▶ _ACTIVITY_
Report all lines of the data below that hold the word "lane".

=== DATA SUPPLIED ===

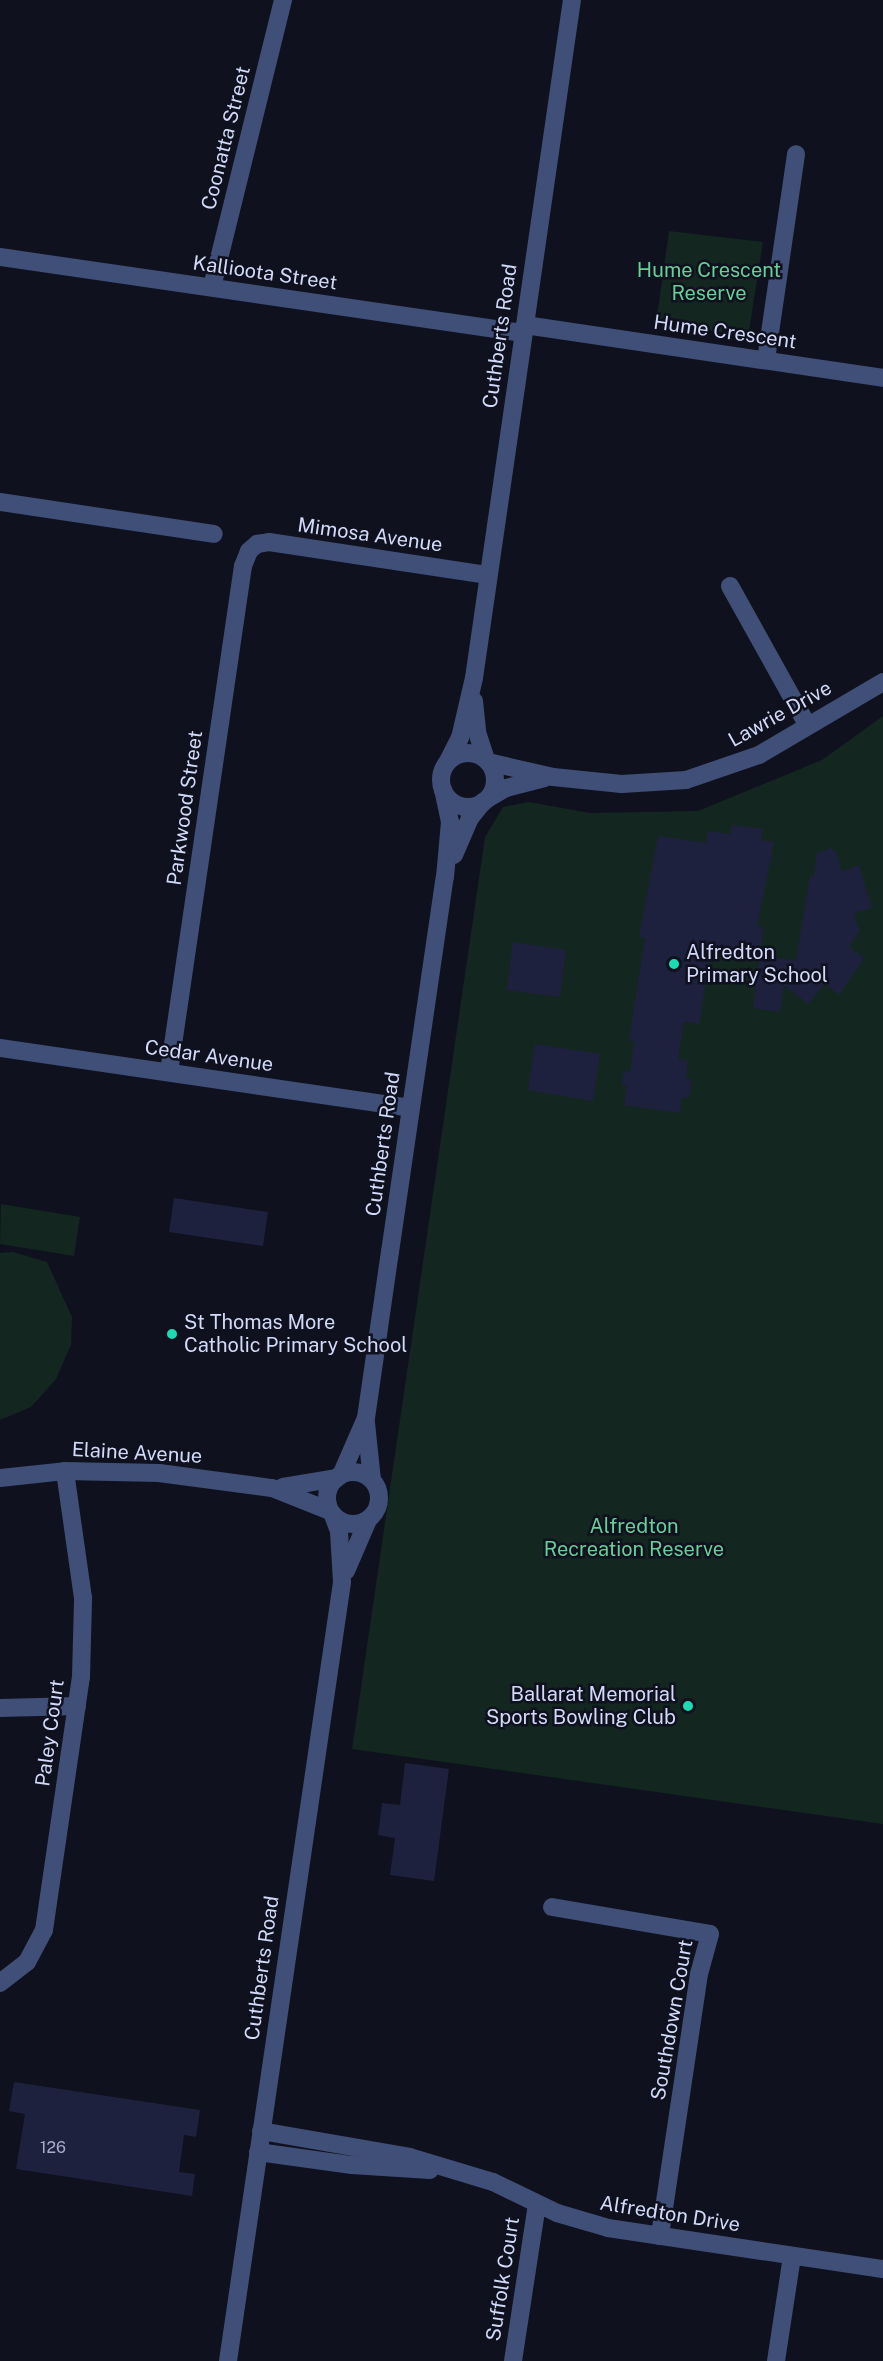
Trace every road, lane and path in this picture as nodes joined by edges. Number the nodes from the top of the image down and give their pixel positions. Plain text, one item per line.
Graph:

===
=== DATA SUPPLIED ===

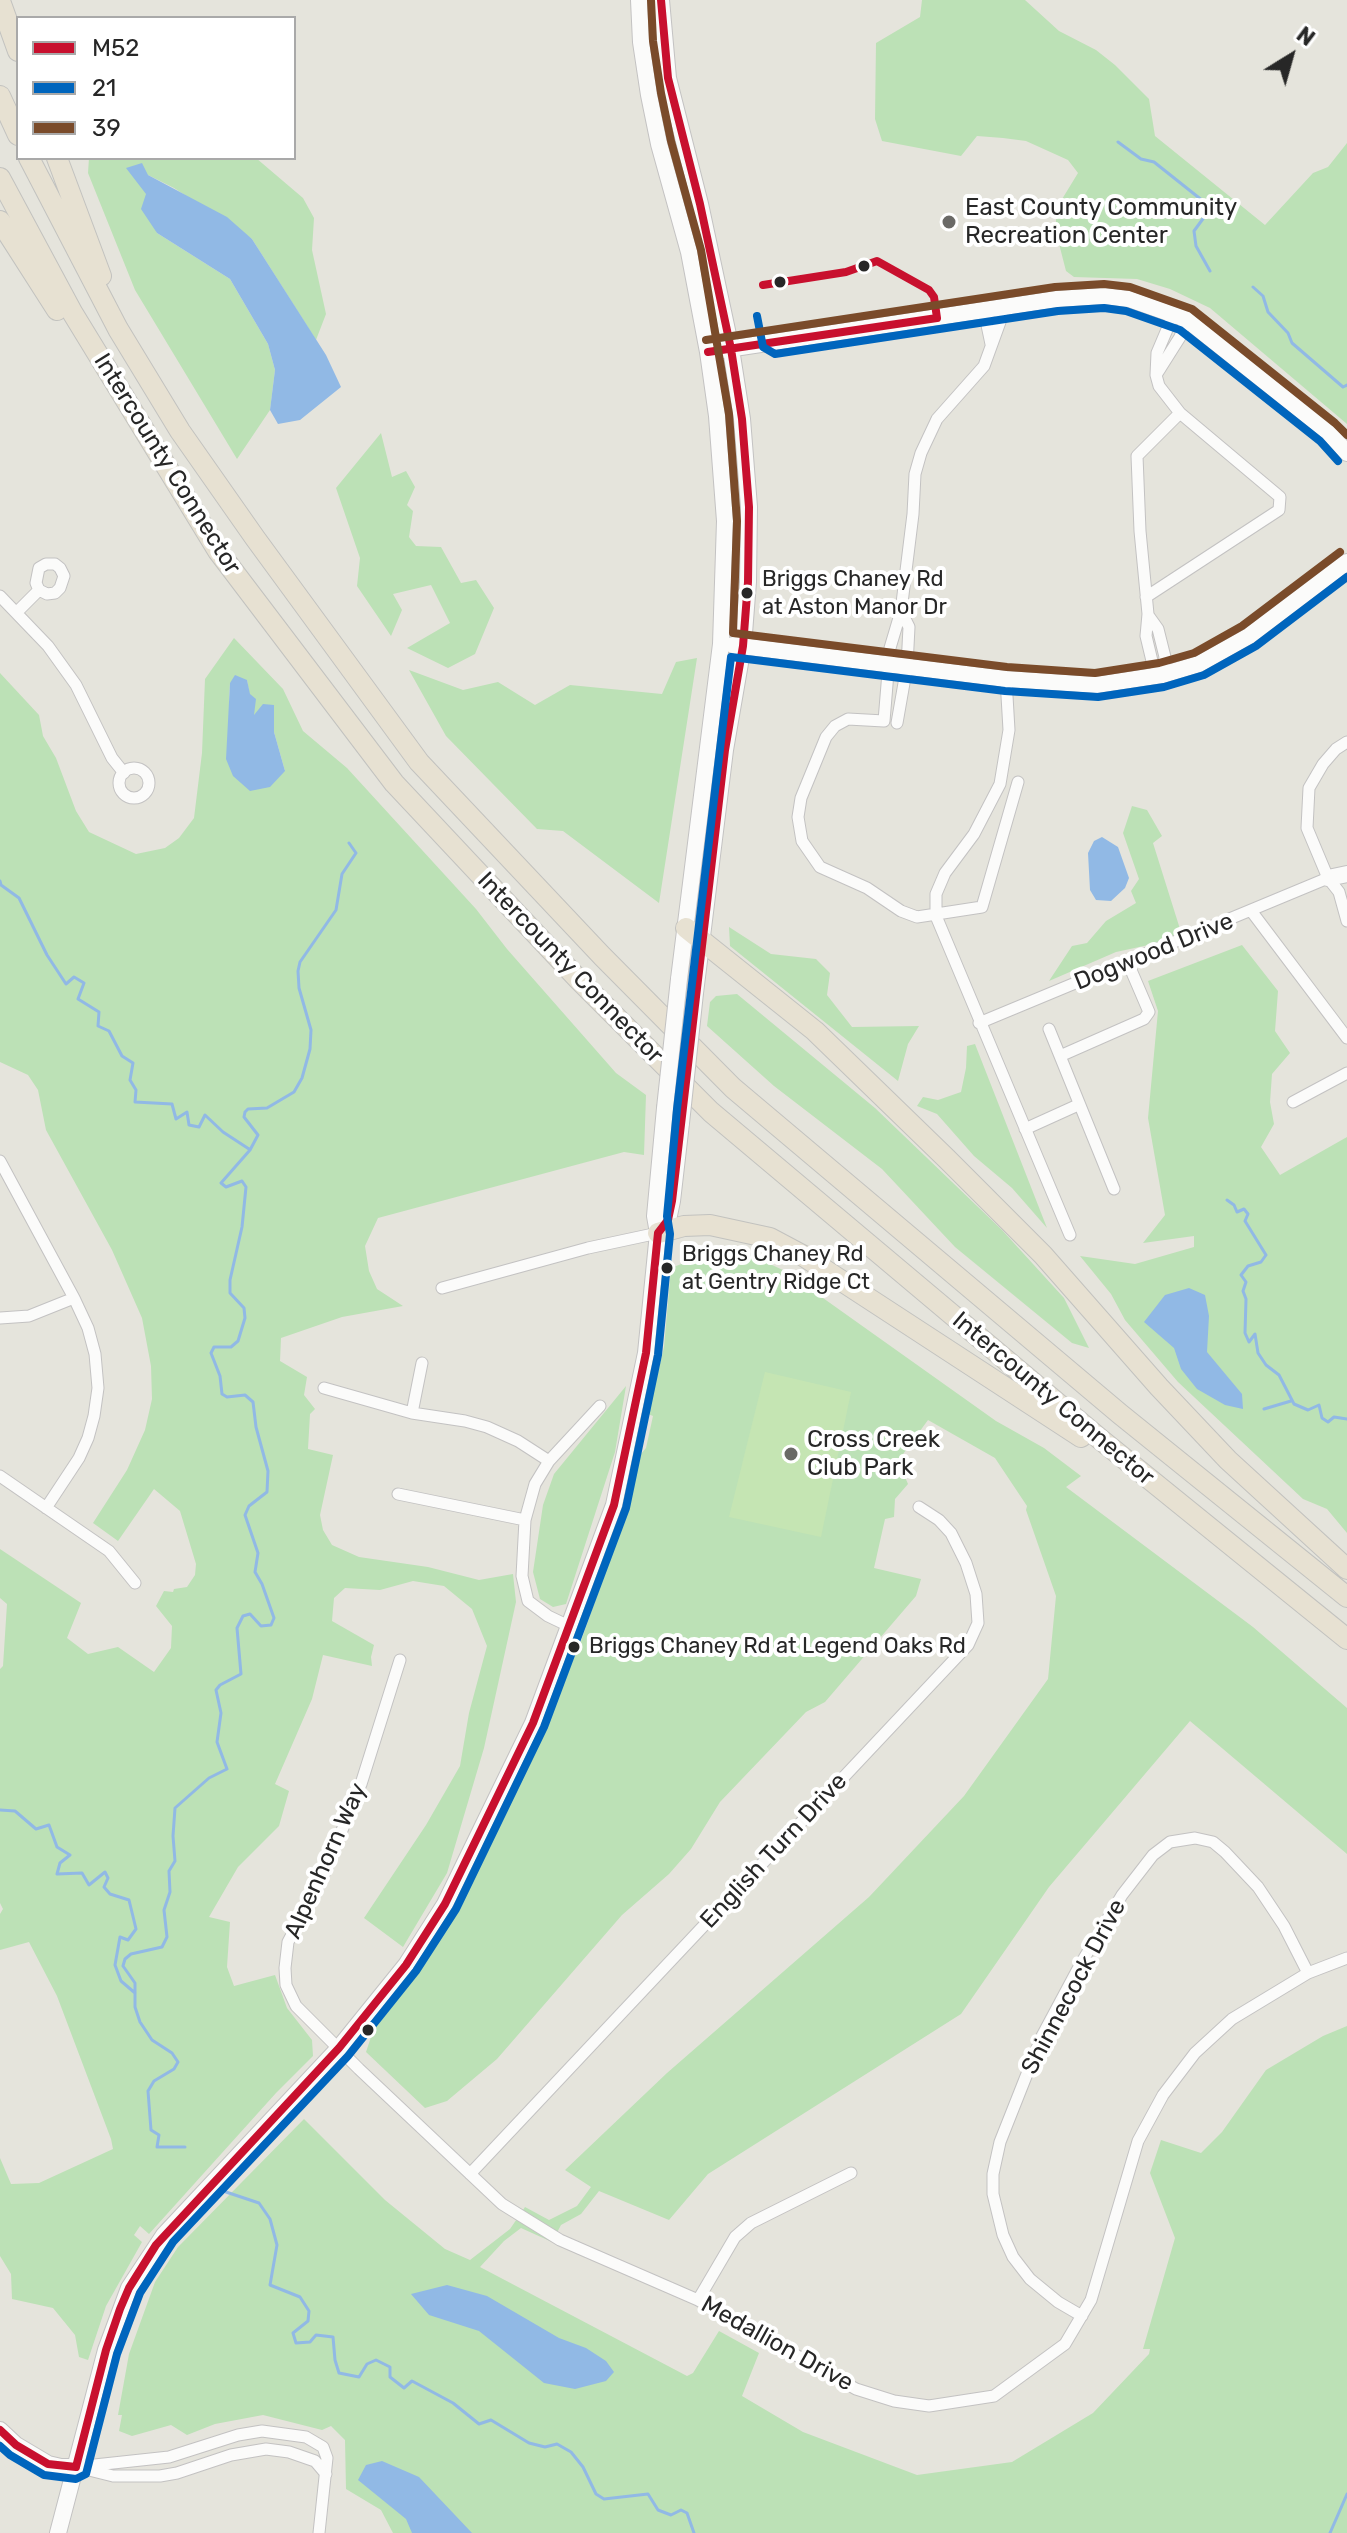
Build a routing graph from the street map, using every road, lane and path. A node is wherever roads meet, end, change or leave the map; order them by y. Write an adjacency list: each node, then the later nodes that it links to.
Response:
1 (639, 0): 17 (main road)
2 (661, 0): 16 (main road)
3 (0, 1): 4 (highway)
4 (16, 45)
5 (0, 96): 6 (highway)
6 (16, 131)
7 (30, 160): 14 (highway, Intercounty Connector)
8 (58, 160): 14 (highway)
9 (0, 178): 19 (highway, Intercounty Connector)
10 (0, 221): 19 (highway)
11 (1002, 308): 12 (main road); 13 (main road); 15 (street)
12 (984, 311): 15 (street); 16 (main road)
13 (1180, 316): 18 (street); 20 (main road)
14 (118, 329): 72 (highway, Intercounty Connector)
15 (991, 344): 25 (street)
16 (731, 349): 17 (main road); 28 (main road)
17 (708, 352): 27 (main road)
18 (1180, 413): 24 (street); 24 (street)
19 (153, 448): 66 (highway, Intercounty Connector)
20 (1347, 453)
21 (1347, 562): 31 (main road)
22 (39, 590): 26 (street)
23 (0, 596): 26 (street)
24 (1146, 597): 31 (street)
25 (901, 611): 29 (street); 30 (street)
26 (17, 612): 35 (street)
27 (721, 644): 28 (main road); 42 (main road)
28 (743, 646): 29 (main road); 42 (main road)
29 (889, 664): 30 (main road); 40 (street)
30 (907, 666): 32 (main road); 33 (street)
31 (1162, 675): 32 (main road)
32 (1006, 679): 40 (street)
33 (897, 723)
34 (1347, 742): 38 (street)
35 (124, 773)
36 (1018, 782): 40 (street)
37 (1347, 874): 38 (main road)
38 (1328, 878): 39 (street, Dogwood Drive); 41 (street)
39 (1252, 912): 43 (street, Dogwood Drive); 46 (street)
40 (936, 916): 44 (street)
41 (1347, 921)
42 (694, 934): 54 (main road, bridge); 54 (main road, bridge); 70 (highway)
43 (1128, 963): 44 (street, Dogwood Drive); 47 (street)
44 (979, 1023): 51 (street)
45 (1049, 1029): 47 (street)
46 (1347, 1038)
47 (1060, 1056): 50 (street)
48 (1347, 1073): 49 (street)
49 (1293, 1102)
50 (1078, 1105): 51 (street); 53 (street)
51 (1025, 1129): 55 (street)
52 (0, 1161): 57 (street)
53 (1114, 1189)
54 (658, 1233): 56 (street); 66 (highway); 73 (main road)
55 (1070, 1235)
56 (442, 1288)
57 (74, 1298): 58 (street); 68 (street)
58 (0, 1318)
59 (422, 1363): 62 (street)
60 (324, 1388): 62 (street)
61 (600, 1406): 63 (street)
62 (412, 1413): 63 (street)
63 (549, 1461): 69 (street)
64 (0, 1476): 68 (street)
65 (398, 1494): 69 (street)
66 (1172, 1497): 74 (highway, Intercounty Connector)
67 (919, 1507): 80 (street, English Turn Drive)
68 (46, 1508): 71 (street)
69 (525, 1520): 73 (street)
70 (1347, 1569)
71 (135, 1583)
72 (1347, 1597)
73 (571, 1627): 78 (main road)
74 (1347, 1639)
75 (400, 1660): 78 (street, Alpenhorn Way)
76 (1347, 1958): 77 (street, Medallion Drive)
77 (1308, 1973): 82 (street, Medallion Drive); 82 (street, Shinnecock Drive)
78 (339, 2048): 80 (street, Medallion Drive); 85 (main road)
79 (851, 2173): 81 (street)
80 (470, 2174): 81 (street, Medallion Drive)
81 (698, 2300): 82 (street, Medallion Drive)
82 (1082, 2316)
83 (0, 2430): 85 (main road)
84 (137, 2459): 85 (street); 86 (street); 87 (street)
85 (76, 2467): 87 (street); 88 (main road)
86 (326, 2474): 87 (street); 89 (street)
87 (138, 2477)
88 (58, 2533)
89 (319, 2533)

===

▶ _RESPONSE AREA_
Trace every road, lane and path in this picture as nodes joined by edges. Number the nodes from the top of the image down and give their pixel positions. Plain text, one item per line.
Build a routing graph from the street map, using every road, lane and path. A node is wherever roads meet, end, change or leave the map; order them by y. Write an adjacency list: each node, then the later nodes that it links to.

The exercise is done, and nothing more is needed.